Ontario Court dismisses claim by dairy farmers re stray voltage

Ron and Helen Cowan purchased a farm near the Village of Earlton in the fall of 1991.  They moved to the farm in the spring of 1992 and began a dairy farming operation there later that same summer.  Although the farm seemed to enjoy a measure of success in its early years, it was later plagued by poor milk production, both in terms of quantity and quality.  By 2002 circumstances were such that they had no choice but to shut down their dairy farm, and to sell their herd and dairy quota. 

In an action against Hydro One, the Cowans alleged that the decline in their herd’s milk production was due to the presence of tingle voltage (or stray voltage) caused by the Hydro One system.  A trial was held to determine if this was so and to assess the damages alleged to have been suffered.  The Cowans claimed negligence and breach of contract against Hydro One and, in addition, made a claim for punitive damages.  Justice Robbie Gordon dismissed the farmers' claims, finding that causation was not proved (i.e. the Cowans failed to show that their damages, which would have been assessed to be $823,053.77, were caused by Hydro One).
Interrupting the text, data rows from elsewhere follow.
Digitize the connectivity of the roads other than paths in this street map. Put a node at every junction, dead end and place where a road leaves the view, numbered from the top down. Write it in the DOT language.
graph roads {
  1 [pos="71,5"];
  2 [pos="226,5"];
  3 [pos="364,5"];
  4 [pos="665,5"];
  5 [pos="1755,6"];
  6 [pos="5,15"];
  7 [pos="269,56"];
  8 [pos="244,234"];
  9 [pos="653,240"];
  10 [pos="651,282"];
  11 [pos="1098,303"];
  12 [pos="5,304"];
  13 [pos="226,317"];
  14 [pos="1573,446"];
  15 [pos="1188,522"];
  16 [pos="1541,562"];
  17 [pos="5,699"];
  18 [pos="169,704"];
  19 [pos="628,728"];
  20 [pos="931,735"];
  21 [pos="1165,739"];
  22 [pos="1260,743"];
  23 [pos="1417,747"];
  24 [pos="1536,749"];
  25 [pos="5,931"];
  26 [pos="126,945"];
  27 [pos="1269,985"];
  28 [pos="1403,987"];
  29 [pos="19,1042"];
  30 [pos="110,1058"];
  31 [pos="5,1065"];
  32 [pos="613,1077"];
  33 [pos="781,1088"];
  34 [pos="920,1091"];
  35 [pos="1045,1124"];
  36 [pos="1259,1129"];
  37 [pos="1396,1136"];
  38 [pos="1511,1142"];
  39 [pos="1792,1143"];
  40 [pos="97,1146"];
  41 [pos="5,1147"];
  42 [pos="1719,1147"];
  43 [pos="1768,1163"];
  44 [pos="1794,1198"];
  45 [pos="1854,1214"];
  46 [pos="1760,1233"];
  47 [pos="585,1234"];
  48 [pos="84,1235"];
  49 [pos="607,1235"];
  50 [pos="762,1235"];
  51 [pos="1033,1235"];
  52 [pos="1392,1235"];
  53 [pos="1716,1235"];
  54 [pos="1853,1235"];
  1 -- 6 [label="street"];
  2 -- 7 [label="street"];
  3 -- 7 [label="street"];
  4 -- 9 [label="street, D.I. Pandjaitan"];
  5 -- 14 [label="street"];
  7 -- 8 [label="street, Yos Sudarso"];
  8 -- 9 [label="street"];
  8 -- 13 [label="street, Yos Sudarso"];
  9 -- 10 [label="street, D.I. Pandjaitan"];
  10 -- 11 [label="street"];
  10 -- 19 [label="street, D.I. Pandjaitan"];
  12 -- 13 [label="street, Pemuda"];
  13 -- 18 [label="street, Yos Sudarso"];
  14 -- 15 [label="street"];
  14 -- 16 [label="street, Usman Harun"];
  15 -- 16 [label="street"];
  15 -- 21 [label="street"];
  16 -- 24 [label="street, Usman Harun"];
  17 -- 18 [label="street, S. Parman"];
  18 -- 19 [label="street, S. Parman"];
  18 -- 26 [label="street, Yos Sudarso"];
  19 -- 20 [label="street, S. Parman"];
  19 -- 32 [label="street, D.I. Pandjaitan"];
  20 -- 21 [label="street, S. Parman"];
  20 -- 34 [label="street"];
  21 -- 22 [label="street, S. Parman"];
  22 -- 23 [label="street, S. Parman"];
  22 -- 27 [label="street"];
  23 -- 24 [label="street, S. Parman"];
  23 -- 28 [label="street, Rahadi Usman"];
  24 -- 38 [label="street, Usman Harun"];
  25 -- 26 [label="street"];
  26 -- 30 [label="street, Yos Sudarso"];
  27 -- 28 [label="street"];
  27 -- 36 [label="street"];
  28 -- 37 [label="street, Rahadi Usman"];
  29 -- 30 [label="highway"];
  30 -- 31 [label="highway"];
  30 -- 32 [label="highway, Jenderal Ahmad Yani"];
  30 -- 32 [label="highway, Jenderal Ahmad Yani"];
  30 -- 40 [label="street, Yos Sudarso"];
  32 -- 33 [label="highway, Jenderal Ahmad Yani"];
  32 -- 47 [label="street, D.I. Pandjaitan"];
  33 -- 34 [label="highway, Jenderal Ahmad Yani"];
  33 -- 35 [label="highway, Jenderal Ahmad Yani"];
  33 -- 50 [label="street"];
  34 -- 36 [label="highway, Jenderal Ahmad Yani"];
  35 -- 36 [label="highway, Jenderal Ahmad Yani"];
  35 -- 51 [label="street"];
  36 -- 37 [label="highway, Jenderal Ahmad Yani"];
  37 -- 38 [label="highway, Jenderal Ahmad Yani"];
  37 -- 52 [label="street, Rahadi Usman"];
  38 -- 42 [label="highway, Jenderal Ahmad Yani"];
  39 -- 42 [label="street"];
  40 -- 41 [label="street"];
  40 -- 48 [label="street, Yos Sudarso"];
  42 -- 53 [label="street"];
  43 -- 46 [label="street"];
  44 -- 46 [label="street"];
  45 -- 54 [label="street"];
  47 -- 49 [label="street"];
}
Tingle voltage and stray voltage are terms used to refer to the same phenomenon, namely, the difference in voltage potential between two points that a farm animal might make contact with at the same time.  The word “potential” is used because it is only when an animal touches the two objects, each with a different voltage potential, that its body completes an electrical circuit allowing current to flow from one object, through the animal, to the other object.  If the difference in voltage between the two contact points is high enough, the animal may feel a tingling sensation, and hence the term tingle voltage.  In fact, what the animal is exposed to is the current in the circuit, not the voltage on the points of contact.

On the question of negligence, Justice Gordon ruled that Hydro One owed a duty of care to the Cowans to ensure that electricity was safely delivered to them.  Also, their relationship was of sufficient proximity to warrant the existence of the duty of care - it would be reasonably foreseeable that a failure to provide electricity safely could result in harm to Hydro One's customers.  In order to prove negligence, the Cowans had to prove conduct on the part of Hydro One that created an unreasonable risk of harm to them.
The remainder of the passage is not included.